The polarity is moderate when OA:DD = 1:3, which not only ensures a strong collecting capacity but avoids interacting with water excessively. Thus, the spreading area and interaction energy between the collector and LRC is the largest. The oil film formed at this ratio has the largest contact angle, that is, it has the best hydrophobicity, making it easier to adhere to the bubbles. In this interaction process between oil film and bubbles, the adhesion speed is the fastest and the force between bubbles and oil film is the greatest. Conversely, for OA:DD = 3:1, the overall polarity of the compound collector is strong and partial self-aggregation occurs, leading to many polar groups in the oil film facing the aqueous phase and worsening oil film spread. In the process of oil film and bubbles interaction, the bubble adhesion is poor and the bubble spreading area is small due to the strong interaction between oil film and water. When OA:DD = 1:6, the overall polarity is weak and its interaction with LRC is weak, so that part of the surface area of LRC is still occupied by water and the ultimate spreading area is smaller than that when OA:DD = 1:3. Therefore, the hydrophobicity is worse than that when OA:DD = 1:3 in the process of oil film and bubbles interaction, which results in worse bubble adhesion.
According to XPS results, flotation results, and simulation results, it is found that there is a certain correspondence between the oxygen content on the LRC surface and the optimal proportion. The flotation results indicate that the OA:DD = 1:3 compound collector has the best effectiveness to enhance the flotation process.
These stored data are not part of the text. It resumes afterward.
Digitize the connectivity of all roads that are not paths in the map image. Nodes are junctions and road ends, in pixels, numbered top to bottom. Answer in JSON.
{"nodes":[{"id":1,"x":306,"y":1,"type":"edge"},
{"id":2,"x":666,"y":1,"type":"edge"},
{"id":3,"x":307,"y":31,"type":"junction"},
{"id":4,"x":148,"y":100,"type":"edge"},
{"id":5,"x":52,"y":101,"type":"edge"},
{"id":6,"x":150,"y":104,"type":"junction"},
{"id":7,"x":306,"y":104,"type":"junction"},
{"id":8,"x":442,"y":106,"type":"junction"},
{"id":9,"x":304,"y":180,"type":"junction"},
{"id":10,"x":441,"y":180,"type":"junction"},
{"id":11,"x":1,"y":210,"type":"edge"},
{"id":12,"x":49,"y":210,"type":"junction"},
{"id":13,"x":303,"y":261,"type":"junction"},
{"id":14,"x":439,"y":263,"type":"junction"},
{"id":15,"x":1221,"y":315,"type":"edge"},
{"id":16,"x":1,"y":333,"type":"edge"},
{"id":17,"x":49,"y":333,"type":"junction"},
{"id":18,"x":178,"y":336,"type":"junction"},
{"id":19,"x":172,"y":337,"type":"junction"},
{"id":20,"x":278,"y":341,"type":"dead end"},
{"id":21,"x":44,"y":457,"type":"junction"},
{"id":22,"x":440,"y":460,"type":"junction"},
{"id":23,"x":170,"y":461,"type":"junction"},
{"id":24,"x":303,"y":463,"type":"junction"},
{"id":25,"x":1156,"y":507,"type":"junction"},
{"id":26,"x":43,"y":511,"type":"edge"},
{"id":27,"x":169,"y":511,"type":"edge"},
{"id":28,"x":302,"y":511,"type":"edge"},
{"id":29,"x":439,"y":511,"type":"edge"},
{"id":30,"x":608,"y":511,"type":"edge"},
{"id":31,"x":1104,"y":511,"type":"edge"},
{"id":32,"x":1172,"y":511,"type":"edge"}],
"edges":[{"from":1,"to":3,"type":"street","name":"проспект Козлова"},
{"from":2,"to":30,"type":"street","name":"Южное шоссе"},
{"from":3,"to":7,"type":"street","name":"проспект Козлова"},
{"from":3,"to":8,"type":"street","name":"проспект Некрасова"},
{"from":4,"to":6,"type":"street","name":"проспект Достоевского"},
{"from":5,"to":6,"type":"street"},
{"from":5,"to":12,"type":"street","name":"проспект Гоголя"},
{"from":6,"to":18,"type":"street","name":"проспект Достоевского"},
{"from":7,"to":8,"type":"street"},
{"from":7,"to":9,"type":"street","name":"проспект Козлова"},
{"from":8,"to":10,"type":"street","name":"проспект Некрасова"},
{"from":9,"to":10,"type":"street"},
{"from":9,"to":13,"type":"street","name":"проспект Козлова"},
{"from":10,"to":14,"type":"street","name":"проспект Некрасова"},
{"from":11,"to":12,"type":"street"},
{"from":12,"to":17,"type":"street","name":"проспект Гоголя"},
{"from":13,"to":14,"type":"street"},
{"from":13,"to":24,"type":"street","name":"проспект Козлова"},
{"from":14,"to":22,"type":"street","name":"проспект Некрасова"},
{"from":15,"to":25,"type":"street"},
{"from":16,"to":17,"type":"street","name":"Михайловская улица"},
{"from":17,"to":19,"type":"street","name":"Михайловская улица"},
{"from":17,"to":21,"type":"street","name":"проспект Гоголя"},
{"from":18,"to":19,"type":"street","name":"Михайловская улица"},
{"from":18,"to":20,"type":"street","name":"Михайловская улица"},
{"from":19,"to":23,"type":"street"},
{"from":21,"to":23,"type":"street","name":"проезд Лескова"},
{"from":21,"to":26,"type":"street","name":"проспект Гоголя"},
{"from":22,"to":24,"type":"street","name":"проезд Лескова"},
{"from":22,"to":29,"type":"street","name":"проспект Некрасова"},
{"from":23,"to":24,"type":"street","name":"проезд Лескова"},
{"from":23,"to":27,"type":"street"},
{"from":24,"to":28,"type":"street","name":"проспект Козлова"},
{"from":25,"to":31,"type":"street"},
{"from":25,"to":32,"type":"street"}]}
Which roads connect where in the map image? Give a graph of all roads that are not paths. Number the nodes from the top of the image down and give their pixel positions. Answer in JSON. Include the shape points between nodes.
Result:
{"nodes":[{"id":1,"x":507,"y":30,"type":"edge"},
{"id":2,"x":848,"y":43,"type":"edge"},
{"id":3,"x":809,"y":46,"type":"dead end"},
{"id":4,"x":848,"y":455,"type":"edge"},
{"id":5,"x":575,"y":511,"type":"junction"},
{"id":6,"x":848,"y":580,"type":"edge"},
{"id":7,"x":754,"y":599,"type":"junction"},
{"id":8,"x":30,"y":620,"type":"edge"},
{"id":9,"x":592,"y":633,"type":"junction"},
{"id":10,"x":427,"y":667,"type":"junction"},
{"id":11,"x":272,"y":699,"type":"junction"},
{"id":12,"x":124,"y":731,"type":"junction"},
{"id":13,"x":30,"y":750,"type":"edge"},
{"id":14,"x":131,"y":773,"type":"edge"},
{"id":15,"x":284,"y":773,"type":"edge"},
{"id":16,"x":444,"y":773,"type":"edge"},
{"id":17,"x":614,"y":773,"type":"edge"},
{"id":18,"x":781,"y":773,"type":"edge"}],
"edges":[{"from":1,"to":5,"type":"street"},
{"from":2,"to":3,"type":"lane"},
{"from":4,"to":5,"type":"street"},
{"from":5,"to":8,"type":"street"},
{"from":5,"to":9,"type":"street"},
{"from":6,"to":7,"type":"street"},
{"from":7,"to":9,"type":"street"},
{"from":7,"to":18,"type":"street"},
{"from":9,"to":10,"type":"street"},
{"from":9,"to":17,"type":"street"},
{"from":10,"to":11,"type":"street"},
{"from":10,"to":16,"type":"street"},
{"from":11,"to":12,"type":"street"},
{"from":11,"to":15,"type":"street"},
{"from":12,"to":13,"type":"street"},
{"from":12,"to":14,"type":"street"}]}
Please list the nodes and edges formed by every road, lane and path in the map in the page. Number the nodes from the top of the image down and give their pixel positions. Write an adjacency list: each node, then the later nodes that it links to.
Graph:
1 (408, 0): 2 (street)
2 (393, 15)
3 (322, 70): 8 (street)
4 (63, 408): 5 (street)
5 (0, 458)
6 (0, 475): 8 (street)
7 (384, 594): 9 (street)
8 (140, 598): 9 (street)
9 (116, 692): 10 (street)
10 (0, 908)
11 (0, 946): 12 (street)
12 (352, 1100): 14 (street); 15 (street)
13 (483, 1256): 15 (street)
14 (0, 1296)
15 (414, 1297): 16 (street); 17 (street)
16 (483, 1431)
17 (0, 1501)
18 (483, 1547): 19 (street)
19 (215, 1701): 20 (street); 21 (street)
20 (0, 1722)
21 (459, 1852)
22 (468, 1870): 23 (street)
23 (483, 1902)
The LRC surface model is established according to the XPS results, and its hydrophilic point accounts for one-third of the total surface. The flotation results are verified using the model to simulate the flotation process. The MD simulation results are consistent with the flotation results. The LRC model used in the MD simulation is based on the oxygen content on the LRC surface, indicating a corresponding relationship between the coal surface properties and the optimal compound proportion. The best proportion of compound collectors (polar collector ratio) fits well with the oxygen-containing sites on the LRC surface, which can be called the LRC–compound collector matching principle, as shown in Figure 14. In the future, our research focus will be on the improvement of this principle for LRC with different surface oxygen contents or coals with different metamorphic degrees, which will be a considerable workload and also important work in the field of flotation.

5. Conclusions

The XPS results demonstrate that the surface of the studied coal samples has a high concentration of oxygen-containing functional groups, which worsens the hydrophobicity of the LRC surface. Obviously, in flotation tests when OA:DD = 1:3, the combustible recovery is the highest and the flotation result is optimal regardless of the dosage of compound collectors, indicating that the OA:DD = 1:3 compound collector has the best effectiveness to enhance the flotation process. The adsorption state of the compound collector was studied through zeta potential analysis. The molecular action mechanism of the optimal compound ratio is clarified through MD simulations. The mechanism is as follows: The compound collector of OA:DD = 1:3 not only ensures a strong collecting capacity but avoids interacting with water excessively. Thus, the spreading area is the largest and the interaction energy between collectors and LRC is the highest. The oil film formed at this ratio has the best hydrophobicity; therefore, the adhesion speed of the bubble is the fastest and the bubble adhesion is the most stable. With a proportion of OA: DD higher than 1:3, the self-aggregation of polar collectors worsens the spreading of the oil film. Additionally, when a proportion of OA: DD is lower than 1:3, its interaction with LRC is weak and the ultimate spreading area is small. These two effects reduce the hydrophobicity of the LRC surface, resulting in worse bubble adhesion.
This paves the way for further research and the engineering application of compound collectors. Meanwhile, this paper directly studied the interaction between bubbles and oil film on the surface of LRC, providing a new perspective to study the interaction between bubbles and coal particles in a flotation system. In the field of flotation, the direct interaction between bubbles and collectors should be emphasized in the future.

Supplementary Materials

The following supporting information can be downloaded at: https://www.mdpi.com/article/10.3390/min13040524/s1, Figure S1: The top view of the bubble, Figure S2: Total energy variation curves (since the total energy varies with the number of molecules in the initial system, it is normal to have a difference in the total energy between the systems, which is very small compared to the total energy value.), Figure S3: Image J contact angle fitting of the oil film surface after bubble adsorption.

Author Contributions

Conceptualization, Y.C.; Data curation, R.Z.; Formal analysis, X.B.; Funding acquisition, X.G.; Investigation, J.L. (Junling Liu) and Y.H.; Methodology, J.L. (Junling Liu), X.B. and Y.H.; Resources, J.L. (Jihui Li); Software, J.L. (Jincheng Liu); Validation, R.Z. and Y.X.; Visualization, X.B., J.L. (Jincheng Liu) and Y.C.; Writing—original draft, J.L. (Junling Liu) and X.B.; Writing–review and editing, Y.X., X.G. and B.A. All authors have read and agreed to the published version of the manuscript.

Funding

This research was funded by the National Natural Science Foundation of China (Grant no. 21978318, 52274278).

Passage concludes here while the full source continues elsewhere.